The Rockridge neighborhood has migrated over the years. Today Rockridge centers around the Rockridge BART station, in the valley of Temescal Creek. But a hundred years ago, Rock Ridge referred to the highlands between that valley and the one to the southeast, through which the Rockridge branch of Temescal Creek flows (in the Claremont Country Club golf course and upstream along Broadway Terrace). The ridge was supposedly named by the Livermores, who put their mansion on it amid their 600 acres of land making up today’s Upper Rockridge neighborhood.
There was a famous rock somewhere up there that became a popular picnic site in the late 1800s. Photos show it as being blocky, massive stone, maybe 10 meters in height and greater in width, big enough for dozens of people to stand on for their portrait. Lately I’ve been trying to find it. Old maps don’t show it, but Jonathan Chester’s excellent book Berkeley Rocks has some information. He claims that the developers of the area named the rock itself Rock Ridge and encouraged the public to visit it. Today I found an article from the Call of March 12, 1910 about the area:
“Hundreds of people went out to Rock Ridge park, during the week, to enjoy the inspiration found in the budding trees and flowers awakened by the first touch of spring. The visitors found that the opening of streets, avenues, walks and drives through the famous old Rock Ridge picnic grounds has facilitated access to the points of interest. Those who have known best and enjoyed most the peculiar charm of the place were delighted to find that the plans of the owners of the Rock Ridge property in laying out the tract with wide streets and avenues and ample lots have preserved the distinguishing features unimpaired. The army of admirers of Rock Ridge property has received new recruits every day. A number of sales of lots, were made during the week to people who will build immediately fine homes on their grounds. The street work is being rushed. The planting of flowers and shrubs along the cement curb line is also receiving attention from a force of [men].”

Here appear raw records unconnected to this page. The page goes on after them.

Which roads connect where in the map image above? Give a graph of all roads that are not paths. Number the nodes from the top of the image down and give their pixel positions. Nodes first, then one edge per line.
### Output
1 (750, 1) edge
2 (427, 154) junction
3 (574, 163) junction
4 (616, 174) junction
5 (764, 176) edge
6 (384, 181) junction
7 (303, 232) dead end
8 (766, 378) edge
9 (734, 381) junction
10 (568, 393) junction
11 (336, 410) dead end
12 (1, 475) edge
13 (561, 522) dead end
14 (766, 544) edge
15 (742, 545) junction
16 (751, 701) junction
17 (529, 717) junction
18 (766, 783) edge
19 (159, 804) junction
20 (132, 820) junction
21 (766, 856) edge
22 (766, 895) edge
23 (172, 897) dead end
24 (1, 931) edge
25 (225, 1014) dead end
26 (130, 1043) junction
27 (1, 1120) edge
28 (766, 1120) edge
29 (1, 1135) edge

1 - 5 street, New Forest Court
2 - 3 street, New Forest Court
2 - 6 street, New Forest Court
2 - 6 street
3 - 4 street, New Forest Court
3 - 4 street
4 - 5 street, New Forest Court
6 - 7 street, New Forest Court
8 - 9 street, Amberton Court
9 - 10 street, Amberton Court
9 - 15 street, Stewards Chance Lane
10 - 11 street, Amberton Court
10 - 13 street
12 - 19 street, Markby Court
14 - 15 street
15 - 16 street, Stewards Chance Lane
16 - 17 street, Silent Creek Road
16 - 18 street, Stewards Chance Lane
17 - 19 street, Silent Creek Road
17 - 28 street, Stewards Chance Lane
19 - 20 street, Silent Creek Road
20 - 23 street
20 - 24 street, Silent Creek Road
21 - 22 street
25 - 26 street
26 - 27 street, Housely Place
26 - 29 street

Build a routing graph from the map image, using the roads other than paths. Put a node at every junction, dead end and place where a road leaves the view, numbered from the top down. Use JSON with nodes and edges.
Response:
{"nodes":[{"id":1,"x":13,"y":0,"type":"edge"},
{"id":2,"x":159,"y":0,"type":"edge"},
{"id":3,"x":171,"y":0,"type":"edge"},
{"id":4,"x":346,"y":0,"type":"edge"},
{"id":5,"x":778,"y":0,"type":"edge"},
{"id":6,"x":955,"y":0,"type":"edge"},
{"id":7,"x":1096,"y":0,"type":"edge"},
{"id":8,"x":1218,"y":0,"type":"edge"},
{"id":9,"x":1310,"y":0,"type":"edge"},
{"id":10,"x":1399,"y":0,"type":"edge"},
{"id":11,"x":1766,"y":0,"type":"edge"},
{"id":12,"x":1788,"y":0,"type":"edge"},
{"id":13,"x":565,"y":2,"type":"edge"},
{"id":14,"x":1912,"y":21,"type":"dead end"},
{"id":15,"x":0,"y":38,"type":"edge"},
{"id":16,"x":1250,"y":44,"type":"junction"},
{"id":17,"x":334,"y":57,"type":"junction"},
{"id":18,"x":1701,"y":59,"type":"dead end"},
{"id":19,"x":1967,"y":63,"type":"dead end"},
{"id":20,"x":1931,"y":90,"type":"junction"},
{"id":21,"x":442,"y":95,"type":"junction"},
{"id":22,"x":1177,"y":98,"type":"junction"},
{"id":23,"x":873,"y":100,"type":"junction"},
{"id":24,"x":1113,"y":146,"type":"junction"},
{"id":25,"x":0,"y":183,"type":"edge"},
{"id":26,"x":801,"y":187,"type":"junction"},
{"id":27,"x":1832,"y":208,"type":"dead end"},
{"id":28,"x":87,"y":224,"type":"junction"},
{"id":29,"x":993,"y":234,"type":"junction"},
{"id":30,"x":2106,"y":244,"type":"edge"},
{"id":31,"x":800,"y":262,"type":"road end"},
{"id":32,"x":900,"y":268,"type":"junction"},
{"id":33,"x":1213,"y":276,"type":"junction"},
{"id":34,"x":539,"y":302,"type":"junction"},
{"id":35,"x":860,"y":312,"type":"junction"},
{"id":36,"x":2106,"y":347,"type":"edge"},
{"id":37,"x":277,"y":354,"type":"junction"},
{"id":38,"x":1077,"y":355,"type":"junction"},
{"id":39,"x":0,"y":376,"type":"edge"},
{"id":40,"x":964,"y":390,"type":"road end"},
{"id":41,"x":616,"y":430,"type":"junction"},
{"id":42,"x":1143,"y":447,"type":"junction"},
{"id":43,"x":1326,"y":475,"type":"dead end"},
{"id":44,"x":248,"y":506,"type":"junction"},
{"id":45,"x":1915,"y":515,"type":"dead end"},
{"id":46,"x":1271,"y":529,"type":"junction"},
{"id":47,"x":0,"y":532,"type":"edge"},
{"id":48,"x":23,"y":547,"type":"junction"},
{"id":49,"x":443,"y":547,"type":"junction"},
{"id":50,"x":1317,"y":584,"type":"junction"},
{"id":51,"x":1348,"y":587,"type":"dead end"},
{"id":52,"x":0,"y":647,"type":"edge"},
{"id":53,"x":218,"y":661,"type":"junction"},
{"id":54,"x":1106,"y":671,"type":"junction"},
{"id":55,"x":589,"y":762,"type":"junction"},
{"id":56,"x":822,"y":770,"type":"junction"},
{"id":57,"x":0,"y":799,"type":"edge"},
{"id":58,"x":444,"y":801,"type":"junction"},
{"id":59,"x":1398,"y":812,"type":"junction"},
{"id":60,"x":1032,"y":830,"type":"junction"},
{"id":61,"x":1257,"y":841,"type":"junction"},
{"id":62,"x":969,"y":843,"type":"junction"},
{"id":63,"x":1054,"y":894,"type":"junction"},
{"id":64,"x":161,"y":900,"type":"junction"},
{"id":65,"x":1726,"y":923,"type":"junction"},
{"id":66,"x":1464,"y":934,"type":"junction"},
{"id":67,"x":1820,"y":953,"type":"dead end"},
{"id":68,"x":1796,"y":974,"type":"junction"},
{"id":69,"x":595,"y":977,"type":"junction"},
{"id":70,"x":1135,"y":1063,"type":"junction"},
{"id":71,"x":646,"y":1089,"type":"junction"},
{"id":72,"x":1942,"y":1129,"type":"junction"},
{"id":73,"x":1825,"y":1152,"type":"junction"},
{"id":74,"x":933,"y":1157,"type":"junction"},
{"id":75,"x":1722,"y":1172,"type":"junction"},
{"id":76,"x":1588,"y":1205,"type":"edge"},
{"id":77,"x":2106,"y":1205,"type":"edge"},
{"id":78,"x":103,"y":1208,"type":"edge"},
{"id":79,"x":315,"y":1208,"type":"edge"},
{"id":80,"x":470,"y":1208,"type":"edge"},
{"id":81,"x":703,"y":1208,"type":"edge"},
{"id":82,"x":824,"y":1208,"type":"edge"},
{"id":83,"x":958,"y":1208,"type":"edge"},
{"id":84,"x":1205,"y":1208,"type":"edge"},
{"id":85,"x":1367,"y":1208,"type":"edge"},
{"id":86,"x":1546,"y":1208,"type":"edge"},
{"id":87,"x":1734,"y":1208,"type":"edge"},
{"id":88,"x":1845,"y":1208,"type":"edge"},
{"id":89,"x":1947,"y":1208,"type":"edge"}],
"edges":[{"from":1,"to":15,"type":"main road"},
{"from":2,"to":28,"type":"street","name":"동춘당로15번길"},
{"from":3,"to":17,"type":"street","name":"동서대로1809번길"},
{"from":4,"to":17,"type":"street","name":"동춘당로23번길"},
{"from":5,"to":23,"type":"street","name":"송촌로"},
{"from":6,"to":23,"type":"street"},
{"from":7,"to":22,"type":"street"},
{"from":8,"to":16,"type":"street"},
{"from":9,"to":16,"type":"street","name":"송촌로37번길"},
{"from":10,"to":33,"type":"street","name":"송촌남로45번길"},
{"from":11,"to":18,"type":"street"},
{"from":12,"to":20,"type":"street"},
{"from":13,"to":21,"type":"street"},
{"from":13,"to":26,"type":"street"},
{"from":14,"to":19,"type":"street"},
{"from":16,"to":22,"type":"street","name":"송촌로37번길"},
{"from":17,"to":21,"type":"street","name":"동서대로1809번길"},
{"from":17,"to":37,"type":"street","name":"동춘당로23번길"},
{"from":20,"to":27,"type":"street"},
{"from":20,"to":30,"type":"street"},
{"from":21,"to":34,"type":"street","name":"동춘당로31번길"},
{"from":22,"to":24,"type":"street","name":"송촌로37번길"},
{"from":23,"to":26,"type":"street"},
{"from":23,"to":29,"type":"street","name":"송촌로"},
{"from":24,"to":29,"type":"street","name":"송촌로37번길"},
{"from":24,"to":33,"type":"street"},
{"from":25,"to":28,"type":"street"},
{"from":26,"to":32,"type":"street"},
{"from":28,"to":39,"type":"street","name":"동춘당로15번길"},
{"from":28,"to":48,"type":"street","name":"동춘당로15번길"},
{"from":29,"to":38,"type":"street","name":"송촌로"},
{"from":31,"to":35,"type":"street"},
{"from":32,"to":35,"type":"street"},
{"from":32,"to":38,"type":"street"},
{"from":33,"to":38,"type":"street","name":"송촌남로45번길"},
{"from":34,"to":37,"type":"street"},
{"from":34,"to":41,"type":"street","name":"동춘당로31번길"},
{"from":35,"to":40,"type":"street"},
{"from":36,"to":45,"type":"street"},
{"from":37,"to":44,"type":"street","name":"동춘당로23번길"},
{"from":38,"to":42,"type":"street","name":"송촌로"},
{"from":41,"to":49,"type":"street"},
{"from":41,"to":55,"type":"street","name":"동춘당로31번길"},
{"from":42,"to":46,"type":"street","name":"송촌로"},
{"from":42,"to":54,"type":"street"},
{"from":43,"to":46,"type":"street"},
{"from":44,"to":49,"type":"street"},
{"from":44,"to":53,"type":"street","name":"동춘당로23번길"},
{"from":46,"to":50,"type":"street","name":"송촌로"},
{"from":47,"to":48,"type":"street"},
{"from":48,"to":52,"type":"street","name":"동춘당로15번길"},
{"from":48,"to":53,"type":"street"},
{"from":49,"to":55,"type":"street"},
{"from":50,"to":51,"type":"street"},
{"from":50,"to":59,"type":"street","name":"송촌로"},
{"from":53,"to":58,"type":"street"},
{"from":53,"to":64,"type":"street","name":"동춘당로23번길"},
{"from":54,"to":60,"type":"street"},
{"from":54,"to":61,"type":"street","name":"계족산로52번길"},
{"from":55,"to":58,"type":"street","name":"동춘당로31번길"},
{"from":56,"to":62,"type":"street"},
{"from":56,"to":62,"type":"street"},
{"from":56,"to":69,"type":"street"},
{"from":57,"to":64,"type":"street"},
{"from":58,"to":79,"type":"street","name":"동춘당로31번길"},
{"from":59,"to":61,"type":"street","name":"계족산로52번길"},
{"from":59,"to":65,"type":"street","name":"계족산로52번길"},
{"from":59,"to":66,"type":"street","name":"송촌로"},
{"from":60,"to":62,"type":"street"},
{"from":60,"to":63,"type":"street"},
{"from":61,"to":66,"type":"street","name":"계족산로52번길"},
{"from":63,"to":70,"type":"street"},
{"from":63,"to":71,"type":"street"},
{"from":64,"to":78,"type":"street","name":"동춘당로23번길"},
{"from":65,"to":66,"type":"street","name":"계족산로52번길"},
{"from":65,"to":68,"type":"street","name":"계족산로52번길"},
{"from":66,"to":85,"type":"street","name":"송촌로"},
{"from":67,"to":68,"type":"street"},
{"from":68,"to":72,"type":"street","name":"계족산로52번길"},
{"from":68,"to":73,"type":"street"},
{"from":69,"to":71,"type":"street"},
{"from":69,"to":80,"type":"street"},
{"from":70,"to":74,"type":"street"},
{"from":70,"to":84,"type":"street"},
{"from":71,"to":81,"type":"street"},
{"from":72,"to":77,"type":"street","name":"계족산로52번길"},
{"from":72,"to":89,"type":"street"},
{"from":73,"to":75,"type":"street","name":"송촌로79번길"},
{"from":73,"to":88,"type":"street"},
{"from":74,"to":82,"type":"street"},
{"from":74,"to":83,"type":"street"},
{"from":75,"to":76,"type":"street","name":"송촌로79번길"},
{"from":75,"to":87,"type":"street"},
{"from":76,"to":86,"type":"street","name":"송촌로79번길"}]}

The story suggests that while the “famous old” picnic grounds were wiped out by subdivision, “the plans of the owners . . . preserved the distinguishing features.” From this evidence and that cited by Chester, the rock was widely known and hard to miss. Therefore I can’t understand why Chester thinks that the site of the rock is on Glenbrook Drive at the corner of Bowling Drive:
It’s a beautiful outcrop, nicely integrated into the two properties that own it, but no way is that the Rock of Rockridge. It’s the wrong size, the wrong shape and the wrong rock type. And the Call story at least hints that the Rock was “unimpaired” as of 1910.
I think that Chester may not have looked hard enough. I have found at least two other candidates for the Rock, but there is still some ground to cover and many places for rocks, even huge ones, to hide.